Find the count of lines in the material below that include the word "Right". State nothing but that number.
------ Data
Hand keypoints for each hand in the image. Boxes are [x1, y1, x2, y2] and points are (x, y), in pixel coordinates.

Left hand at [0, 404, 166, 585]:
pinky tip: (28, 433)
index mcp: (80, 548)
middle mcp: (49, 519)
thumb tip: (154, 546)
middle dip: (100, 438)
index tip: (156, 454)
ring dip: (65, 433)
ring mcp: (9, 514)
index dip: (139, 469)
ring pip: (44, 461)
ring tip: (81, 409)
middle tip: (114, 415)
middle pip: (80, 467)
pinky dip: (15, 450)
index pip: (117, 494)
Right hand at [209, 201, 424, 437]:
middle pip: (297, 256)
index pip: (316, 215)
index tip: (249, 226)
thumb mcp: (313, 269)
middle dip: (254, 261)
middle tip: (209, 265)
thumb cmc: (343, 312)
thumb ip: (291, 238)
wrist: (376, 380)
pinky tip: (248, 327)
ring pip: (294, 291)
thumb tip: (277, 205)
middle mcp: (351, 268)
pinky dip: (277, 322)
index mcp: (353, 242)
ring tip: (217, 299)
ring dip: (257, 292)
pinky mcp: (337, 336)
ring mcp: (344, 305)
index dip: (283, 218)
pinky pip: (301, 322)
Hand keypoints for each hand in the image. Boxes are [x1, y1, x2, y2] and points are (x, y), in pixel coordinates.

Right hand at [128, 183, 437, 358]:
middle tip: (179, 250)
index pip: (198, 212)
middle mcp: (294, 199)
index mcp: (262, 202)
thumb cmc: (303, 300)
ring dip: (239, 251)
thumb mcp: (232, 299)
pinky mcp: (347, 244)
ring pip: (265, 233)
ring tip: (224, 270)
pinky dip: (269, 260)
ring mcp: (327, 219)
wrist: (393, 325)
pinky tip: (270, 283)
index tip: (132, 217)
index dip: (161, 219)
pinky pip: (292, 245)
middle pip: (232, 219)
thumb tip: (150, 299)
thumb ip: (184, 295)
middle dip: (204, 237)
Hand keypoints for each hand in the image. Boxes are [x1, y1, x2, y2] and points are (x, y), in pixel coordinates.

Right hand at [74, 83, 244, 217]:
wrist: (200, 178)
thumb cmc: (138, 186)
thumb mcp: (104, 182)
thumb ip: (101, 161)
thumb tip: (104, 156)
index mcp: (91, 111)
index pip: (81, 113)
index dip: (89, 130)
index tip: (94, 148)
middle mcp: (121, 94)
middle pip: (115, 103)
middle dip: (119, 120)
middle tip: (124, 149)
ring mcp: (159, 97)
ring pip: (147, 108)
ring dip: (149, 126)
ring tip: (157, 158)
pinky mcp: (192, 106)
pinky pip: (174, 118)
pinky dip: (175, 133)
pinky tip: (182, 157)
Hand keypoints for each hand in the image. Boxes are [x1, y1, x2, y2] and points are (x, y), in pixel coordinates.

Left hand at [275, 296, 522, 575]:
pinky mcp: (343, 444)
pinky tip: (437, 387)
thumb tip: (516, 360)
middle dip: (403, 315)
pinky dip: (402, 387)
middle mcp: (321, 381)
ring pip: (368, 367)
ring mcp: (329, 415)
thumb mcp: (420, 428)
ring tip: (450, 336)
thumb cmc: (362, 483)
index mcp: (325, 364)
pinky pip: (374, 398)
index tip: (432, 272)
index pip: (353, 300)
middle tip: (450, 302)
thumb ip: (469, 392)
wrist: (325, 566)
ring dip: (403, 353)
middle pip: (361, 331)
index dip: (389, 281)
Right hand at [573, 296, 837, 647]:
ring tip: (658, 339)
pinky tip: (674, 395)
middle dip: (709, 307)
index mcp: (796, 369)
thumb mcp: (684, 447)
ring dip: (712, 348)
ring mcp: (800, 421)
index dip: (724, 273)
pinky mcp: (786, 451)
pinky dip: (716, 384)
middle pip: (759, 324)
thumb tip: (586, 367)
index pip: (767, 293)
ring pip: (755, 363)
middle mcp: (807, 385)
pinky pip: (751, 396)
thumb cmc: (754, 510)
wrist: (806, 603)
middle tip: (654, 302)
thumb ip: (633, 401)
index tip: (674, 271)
------------
**Reply to the task:**
4